### Work task
Would you filter these records and copy every line that has the word "الوحدة"?

### Provided records
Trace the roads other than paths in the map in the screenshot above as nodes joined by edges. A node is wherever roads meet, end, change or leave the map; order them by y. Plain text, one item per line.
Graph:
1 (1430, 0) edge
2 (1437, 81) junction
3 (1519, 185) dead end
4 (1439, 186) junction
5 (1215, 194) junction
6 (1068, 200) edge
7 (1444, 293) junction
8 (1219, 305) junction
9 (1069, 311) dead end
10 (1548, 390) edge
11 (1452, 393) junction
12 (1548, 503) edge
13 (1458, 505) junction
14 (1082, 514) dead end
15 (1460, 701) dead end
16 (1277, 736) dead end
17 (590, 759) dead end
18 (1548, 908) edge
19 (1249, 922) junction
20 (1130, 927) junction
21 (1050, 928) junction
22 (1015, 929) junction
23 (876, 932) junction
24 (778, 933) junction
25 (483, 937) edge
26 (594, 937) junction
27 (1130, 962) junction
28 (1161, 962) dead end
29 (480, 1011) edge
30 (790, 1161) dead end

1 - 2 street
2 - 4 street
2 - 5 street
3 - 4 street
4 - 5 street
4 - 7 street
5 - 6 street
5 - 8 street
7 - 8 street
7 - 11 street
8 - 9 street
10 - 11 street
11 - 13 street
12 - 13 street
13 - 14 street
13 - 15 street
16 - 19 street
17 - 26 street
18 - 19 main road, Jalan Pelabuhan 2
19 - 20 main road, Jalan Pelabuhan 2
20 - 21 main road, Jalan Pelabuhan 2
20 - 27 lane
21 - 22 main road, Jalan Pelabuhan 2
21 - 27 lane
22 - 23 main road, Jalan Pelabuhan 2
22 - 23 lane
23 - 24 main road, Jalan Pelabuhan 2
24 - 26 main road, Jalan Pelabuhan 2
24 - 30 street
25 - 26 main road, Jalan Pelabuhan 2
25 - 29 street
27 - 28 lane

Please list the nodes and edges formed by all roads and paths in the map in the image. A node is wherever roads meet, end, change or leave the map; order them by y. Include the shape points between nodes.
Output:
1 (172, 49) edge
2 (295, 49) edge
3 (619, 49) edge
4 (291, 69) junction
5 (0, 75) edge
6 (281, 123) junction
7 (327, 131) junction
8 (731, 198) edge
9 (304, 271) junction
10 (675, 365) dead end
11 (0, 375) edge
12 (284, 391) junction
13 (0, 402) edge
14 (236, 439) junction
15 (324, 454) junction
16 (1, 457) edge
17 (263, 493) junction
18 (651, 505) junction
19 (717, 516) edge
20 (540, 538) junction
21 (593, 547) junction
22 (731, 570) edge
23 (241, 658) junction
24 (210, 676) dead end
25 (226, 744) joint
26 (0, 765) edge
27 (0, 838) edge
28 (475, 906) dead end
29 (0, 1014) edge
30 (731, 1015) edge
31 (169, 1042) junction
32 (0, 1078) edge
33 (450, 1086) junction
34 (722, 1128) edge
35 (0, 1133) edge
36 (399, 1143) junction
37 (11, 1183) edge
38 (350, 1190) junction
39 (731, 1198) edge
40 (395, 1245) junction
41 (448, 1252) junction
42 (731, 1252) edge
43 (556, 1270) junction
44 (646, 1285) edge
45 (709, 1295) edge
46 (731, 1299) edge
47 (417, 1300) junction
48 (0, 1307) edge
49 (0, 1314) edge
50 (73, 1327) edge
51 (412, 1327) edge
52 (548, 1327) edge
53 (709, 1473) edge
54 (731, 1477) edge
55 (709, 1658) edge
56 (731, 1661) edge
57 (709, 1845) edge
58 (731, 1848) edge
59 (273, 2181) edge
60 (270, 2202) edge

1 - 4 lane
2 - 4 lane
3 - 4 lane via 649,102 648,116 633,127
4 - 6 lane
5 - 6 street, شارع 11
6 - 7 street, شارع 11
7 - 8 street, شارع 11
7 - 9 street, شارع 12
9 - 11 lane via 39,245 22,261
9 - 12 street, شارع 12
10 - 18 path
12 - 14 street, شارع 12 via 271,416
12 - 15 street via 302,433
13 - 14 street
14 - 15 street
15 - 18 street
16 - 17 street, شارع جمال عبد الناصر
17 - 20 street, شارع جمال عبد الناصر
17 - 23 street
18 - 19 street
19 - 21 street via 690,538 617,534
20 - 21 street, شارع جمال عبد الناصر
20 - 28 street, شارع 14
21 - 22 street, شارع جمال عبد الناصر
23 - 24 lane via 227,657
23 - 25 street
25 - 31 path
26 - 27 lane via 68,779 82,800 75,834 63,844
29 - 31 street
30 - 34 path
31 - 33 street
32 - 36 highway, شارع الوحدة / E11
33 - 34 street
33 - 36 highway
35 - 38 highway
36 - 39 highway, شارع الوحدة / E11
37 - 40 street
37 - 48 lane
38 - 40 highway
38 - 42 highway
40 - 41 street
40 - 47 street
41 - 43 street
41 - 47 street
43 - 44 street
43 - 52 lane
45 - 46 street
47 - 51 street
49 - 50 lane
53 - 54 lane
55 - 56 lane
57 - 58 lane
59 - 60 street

### Solved exercise
32 - 36 highway, شارع الوحدة / E11
36 - 39 highway, شارع الوحدة / E11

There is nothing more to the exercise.